>>
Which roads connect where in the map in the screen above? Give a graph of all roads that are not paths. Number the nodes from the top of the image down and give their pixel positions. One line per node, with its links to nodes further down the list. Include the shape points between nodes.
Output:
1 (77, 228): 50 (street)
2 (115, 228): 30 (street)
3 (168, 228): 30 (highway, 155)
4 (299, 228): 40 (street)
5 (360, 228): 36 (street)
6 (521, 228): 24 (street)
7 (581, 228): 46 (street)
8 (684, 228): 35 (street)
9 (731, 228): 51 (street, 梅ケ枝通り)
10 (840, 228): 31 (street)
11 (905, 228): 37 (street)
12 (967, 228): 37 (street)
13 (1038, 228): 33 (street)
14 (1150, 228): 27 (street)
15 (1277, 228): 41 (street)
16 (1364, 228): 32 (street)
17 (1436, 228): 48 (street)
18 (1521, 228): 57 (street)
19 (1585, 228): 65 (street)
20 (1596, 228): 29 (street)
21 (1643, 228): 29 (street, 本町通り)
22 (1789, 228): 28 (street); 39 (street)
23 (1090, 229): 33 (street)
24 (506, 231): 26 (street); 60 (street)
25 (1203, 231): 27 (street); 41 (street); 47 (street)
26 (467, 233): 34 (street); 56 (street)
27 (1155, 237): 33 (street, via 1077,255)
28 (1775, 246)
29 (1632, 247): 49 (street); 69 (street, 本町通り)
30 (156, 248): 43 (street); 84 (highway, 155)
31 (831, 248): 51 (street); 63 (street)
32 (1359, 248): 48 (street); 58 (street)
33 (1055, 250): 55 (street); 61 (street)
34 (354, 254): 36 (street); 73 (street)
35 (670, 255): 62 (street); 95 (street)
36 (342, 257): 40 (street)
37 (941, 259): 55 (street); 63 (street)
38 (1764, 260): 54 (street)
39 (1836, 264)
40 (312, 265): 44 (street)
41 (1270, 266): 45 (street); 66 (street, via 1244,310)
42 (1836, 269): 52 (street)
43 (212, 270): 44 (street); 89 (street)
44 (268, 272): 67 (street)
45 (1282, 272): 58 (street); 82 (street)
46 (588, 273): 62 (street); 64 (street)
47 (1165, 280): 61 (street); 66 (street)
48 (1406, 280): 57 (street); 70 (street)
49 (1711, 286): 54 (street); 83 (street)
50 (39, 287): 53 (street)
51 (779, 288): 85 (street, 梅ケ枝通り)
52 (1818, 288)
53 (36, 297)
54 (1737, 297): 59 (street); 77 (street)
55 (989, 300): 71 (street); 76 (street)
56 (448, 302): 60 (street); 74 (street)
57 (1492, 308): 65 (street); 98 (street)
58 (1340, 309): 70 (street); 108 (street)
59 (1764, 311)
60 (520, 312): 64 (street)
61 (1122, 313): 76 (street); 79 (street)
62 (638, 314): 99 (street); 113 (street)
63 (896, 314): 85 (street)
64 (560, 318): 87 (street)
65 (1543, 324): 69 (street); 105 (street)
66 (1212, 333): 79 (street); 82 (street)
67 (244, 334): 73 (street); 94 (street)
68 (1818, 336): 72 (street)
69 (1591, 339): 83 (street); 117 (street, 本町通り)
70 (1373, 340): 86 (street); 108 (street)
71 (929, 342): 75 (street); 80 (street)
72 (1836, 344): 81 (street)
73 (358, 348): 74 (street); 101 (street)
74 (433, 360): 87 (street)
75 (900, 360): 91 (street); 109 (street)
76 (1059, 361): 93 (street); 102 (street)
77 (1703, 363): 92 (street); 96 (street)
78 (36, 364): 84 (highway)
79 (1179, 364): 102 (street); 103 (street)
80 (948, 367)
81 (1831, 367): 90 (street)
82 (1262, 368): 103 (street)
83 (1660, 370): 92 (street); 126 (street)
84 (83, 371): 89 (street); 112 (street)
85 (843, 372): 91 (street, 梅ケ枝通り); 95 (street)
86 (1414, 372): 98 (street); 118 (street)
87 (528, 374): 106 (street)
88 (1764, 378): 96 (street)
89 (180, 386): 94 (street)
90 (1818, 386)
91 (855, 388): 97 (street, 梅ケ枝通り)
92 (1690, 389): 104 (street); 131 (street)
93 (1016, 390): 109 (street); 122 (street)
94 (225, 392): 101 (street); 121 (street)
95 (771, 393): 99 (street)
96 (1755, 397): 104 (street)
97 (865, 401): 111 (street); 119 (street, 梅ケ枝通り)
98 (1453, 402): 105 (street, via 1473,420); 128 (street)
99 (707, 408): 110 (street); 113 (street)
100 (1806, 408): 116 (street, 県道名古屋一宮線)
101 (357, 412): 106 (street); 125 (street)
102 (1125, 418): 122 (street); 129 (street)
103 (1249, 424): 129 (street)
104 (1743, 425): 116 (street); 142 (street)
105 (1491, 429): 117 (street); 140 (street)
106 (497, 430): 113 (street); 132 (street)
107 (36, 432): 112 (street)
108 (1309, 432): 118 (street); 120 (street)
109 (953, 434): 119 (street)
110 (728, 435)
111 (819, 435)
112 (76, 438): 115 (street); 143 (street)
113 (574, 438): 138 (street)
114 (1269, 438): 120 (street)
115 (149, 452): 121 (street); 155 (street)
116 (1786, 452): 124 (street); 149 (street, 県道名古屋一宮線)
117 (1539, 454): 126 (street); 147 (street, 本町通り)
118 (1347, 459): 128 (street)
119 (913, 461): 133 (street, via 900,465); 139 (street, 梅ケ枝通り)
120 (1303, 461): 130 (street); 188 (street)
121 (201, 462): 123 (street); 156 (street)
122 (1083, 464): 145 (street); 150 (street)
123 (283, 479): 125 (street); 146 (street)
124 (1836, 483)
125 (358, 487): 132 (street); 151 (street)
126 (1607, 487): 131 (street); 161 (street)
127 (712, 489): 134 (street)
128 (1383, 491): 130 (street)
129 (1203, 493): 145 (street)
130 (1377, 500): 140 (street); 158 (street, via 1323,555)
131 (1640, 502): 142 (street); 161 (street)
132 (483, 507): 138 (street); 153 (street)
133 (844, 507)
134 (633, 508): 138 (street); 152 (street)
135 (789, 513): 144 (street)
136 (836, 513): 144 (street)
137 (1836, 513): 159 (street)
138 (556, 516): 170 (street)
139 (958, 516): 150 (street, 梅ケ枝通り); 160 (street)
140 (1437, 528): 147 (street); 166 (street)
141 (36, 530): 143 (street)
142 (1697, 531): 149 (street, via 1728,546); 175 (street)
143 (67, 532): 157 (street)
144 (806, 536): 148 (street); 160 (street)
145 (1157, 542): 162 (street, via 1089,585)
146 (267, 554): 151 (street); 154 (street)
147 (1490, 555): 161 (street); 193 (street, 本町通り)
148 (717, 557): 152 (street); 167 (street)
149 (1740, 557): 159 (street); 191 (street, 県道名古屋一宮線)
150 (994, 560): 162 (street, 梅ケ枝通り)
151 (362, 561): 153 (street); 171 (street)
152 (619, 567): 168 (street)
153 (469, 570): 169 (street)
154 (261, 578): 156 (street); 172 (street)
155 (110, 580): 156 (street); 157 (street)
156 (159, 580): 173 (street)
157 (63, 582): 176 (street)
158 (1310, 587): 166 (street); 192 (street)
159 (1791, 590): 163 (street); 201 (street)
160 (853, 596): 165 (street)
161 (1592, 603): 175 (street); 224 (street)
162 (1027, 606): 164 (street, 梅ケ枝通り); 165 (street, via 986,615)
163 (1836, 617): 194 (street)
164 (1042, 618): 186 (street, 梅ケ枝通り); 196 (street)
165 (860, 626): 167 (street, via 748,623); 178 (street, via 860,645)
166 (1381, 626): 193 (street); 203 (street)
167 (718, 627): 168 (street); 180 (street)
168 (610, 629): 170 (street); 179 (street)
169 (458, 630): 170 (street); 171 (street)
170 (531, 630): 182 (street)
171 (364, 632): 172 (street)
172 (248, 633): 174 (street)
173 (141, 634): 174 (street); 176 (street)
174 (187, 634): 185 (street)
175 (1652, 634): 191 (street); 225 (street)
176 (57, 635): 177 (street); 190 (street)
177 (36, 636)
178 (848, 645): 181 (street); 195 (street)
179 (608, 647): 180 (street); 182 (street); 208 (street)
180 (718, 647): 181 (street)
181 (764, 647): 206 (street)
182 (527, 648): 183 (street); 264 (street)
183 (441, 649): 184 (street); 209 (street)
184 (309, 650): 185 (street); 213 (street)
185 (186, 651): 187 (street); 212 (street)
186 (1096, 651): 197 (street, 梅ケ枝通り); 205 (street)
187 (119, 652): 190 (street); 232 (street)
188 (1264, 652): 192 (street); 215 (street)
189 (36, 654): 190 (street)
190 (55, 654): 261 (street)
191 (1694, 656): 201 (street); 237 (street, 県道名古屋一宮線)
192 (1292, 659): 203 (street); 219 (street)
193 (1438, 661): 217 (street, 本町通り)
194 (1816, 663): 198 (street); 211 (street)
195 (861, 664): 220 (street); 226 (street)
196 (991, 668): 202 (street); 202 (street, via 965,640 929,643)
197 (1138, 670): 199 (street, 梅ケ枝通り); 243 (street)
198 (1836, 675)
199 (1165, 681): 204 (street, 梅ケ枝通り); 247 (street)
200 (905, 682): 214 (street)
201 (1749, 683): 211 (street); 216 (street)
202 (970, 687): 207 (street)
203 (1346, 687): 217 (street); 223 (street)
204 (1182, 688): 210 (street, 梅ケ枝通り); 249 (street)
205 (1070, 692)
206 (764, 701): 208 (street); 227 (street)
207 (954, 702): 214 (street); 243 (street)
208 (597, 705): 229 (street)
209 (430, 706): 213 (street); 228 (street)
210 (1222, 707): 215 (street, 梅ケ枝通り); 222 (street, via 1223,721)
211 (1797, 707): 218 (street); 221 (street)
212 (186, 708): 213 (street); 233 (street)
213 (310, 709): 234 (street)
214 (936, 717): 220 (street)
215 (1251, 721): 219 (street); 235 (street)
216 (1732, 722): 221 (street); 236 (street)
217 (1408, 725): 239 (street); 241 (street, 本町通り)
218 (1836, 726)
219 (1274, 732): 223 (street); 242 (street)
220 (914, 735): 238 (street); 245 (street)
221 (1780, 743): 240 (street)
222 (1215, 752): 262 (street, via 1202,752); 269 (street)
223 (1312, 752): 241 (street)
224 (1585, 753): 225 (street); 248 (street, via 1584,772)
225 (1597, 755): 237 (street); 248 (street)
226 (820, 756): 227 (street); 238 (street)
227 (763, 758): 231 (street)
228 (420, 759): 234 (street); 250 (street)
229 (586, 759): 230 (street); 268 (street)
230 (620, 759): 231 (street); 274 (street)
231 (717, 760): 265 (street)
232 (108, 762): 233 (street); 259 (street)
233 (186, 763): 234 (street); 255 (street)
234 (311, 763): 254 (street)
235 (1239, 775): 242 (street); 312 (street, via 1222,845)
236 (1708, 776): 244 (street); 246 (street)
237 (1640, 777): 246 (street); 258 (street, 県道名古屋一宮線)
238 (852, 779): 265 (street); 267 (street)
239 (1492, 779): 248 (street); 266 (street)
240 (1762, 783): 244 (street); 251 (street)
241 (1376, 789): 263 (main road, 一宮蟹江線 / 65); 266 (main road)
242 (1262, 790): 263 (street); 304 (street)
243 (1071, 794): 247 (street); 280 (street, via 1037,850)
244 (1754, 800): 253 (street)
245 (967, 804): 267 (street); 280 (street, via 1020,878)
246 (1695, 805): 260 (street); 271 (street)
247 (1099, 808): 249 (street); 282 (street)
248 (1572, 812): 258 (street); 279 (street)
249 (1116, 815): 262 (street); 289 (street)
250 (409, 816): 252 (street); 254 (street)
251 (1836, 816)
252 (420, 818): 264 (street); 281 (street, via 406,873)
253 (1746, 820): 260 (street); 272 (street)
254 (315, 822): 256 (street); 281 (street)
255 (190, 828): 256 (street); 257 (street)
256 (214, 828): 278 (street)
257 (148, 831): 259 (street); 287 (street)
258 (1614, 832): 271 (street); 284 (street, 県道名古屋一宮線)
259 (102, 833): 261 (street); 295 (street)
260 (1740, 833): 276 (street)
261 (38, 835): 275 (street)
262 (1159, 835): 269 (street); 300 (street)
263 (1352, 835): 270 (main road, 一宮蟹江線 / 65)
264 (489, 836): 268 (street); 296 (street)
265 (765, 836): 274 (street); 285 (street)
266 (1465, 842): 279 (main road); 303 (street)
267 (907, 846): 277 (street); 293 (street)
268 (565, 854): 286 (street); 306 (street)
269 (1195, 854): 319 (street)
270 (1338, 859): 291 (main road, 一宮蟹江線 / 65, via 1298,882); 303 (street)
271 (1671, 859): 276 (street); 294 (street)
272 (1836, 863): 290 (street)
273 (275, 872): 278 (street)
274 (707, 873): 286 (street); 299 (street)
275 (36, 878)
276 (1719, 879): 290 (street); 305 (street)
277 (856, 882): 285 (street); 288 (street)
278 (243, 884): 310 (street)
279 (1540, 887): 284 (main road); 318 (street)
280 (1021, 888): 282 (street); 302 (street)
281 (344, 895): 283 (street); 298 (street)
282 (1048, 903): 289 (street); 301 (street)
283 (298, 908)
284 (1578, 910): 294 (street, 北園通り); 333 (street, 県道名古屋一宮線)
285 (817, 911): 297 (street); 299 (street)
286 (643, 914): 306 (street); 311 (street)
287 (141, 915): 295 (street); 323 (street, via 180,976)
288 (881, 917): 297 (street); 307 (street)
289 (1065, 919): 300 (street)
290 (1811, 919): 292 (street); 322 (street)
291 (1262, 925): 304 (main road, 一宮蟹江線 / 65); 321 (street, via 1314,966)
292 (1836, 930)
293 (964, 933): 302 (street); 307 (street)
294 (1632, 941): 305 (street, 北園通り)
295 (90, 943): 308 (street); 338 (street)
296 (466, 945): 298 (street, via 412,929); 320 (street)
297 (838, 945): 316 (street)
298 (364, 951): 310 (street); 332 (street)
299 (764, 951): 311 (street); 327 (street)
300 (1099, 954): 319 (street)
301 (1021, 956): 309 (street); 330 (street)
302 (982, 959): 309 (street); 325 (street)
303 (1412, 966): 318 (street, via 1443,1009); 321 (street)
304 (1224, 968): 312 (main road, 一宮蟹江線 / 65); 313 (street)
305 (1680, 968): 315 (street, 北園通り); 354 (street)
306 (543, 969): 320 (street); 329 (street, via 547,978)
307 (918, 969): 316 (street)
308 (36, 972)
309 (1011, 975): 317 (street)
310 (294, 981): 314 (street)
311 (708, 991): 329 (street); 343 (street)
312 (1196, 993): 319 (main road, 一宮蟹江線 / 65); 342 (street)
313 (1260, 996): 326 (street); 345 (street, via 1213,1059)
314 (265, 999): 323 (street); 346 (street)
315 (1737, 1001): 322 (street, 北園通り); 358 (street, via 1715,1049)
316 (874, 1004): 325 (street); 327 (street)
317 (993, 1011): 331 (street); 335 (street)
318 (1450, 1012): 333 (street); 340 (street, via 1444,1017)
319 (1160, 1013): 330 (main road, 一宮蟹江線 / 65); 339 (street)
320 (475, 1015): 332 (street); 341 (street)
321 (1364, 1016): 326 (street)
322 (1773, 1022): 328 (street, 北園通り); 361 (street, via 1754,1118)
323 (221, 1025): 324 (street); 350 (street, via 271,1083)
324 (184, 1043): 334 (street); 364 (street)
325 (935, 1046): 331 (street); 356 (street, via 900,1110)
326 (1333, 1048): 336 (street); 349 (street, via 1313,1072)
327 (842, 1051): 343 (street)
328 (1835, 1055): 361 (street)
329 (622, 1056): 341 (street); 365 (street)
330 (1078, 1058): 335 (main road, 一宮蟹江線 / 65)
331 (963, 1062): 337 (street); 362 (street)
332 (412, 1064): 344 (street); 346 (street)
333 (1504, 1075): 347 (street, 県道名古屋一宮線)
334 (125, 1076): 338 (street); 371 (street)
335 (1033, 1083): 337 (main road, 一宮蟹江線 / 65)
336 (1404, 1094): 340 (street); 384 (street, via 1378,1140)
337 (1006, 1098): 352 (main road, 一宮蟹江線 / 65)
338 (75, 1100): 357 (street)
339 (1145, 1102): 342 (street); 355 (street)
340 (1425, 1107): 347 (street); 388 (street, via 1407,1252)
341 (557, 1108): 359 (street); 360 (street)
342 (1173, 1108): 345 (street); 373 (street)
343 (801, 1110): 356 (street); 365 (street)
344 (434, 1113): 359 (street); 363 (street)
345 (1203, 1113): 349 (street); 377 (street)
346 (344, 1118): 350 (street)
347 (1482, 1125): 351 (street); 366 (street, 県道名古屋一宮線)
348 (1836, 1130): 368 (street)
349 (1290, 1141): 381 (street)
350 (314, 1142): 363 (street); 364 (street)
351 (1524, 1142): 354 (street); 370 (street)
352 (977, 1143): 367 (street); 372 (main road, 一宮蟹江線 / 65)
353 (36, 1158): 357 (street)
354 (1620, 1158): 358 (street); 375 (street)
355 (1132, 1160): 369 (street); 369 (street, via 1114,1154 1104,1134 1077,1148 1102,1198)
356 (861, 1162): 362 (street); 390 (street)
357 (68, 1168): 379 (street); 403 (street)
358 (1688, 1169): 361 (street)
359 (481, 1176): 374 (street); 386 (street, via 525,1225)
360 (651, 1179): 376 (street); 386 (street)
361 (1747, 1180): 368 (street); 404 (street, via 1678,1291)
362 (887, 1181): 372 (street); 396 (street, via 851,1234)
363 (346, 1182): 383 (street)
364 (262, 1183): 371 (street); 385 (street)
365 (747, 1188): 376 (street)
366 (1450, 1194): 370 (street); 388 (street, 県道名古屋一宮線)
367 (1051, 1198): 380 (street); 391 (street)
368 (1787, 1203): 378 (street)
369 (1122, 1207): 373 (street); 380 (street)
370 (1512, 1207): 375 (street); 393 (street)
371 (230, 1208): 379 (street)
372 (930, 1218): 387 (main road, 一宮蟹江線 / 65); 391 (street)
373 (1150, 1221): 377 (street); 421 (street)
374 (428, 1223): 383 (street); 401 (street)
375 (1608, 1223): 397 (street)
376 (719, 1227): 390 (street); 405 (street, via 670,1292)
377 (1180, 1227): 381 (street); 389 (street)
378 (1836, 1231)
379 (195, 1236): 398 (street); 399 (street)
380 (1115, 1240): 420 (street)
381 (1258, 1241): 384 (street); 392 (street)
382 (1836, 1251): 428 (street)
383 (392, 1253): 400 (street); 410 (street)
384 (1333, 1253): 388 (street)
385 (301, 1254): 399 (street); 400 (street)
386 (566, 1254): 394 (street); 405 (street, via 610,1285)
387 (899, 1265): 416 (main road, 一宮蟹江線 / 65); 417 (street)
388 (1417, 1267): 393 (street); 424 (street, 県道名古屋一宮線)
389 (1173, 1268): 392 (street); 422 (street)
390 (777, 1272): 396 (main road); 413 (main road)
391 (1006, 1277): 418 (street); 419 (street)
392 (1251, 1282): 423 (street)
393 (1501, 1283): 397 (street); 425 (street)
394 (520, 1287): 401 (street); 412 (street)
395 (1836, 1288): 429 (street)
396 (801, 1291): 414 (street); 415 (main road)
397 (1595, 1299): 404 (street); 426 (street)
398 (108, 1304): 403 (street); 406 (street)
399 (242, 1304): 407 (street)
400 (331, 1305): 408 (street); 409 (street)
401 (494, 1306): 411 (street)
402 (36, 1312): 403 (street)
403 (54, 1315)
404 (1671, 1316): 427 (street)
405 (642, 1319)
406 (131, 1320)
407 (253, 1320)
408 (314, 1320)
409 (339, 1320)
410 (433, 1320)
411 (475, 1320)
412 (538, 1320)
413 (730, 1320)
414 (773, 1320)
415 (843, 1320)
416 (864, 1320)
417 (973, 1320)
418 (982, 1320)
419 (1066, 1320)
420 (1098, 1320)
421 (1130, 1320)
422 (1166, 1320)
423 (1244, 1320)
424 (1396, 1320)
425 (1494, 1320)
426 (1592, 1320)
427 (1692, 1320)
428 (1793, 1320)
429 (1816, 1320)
<<
__TASK GOAL__. Search the material for the string "highway" and return each line that has it.

__RESPONSE__.
3 (168, 228): 30 (highway, 155)
30 (156, 248): 43 (street); 84 (highway, 155)
78 (36, 364): 84 (highway)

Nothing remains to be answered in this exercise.